Citizens Oppose Mine
Proposed site near Cassville
Morgantown Dominion Post
27 May 2010
By Joel Danoy
More than 50 people filled the Cassville fire hall Wednesday night to
voice their opinions on the pending permit for Patriot Mining Company’s
proposed New Hill West Surface Mine.
In the first and only public comment meeting, the crowd was evenly
split between coal miners working the current surface site and
residents in the surrounding areas who could be adversely affected by
the proposed site.
Measuring 225 acres and lasting for five years, the proposed site is
northeast of Cassville, in Monongalia County’s Clay District.
The mine will operate around the clock, with blasting twice a day. More
than 1,000 homes are within seven-tenths of a mile of the site,
including 14 homes 300 feet away.
Opponents say the new surface mine will only further increase the
damage to an already fragile ecosystem that struggles to survive amid
the current and former mine sites.
John Wood, a Cassville resident of 17 years, said his house routinely
shakes from the blasting at the current mine site. Among the six points
of concern he mentioned, Wood said people living in the area deserve to
enjoy their homes, the beauty of the area and not to have to worry
about a polluted environment.
“This is our home, and we have a legal right to protect it,” he said.

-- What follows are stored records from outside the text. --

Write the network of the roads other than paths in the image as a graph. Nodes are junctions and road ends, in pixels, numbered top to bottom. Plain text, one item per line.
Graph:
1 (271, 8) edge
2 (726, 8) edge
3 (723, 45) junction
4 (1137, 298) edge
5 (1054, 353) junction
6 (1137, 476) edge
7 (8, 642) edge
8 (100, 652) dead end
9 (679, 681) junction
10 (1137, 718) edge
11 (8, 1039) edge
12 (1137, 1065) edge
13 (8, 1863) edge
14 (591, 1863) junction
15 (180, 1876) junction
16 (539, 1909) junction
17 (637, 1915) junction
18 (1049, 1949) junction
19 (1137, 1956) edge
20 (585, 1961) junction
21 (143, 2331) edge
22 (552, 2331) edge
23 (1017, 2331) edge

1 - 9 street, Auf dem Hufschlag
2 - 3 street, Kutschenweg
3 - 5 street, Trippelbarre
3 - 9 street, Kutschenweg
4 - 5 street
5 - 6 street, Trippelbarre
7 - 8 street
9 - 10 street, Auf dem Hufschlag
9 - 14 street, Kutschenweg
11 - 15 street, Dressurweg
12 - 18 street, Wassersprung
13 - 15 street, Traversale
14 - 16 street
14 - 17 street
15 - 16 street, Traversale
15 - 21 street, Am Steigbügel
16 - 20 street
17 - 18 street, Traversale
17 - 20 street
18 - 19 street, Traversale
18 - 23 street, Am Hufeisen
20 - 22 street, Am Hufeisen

“We need to be concerned and fight to keep the integrity of our homes.”
In an effort to stress the importance of clean, usable water and the
threat a mine presents to it, James Kotcen passed out bottles of
Gatorade to the crowd.
“When you drink this, think about what it would taste like if it was
made with the dirty runoff water created by these mines,” he said.
Many of the site’s opponents are concerned that Patriot Mining won’t
stop with this site. Eva Thompson said officials at the mine site near
her home told her she had two options: Forfeit a small portion of her
land for a runoff pond or have the runoff diverted to a stream running
alongside her property.
“It’s very disturbing to me that I had to choose,” she said. “I gave up
the land, because I did not want it in that stream.”
With only one man speaking in favor of the site opposed to the nearly
15 who spoke against it, the meeting was ready to be adjourned before
Jacob Hartley took the microphone.
Dressed in a blue suit lined with reflective gear, the native West
Virginian said he only decided to speak after hearing everyone else.
His great-grandfather was a coal miner and his father was a surface
miner in Monongalia County.
“Everyone up here tonight, when they spoke said, ‘I came here, I came
here.’ Well, my great-grandfather and my grandmother’s family lived
down here in Scotts Run in the 1930s,” Hartley explained. “I was born
here in West Virginia, and I don’t want to live anywhere else. But I
don’t wont to see it destroyed either.
“You don’t hear anybody complaining about the shopping malls they put
up on top of these hills. I don’t ever hear people protesting about all
those heavy machines used to build the shopping malls. I see people up
there running in and out of these high-end clothing stores and buying
stuff. We don’t need those shopping malls.”
Hartley also addressed what he called the “human element,” as another
aspect of the issue.
“We got some real good, young men working up there ... we don’t want
coal forever, we know that, but this is what we got right now. We need
to make a slow transition away from it.
“The main thing I keep hearing is the big coal corporations; well
that’s not it. We’re just a bunch of regular guys trying to make a
living. I don’t want my kids doing this. Maybe one day I can put my
kids through college, so they don’t have to do this. But right now, we
can’t just say, ‘Stop,’ we have to slowly transition.”
Randy Moore, permit supervisor for the W.Va. Department of
Environmental Protection, said all the comments will be considered when
the DEP makes it’s final decision on the permit in the next two months.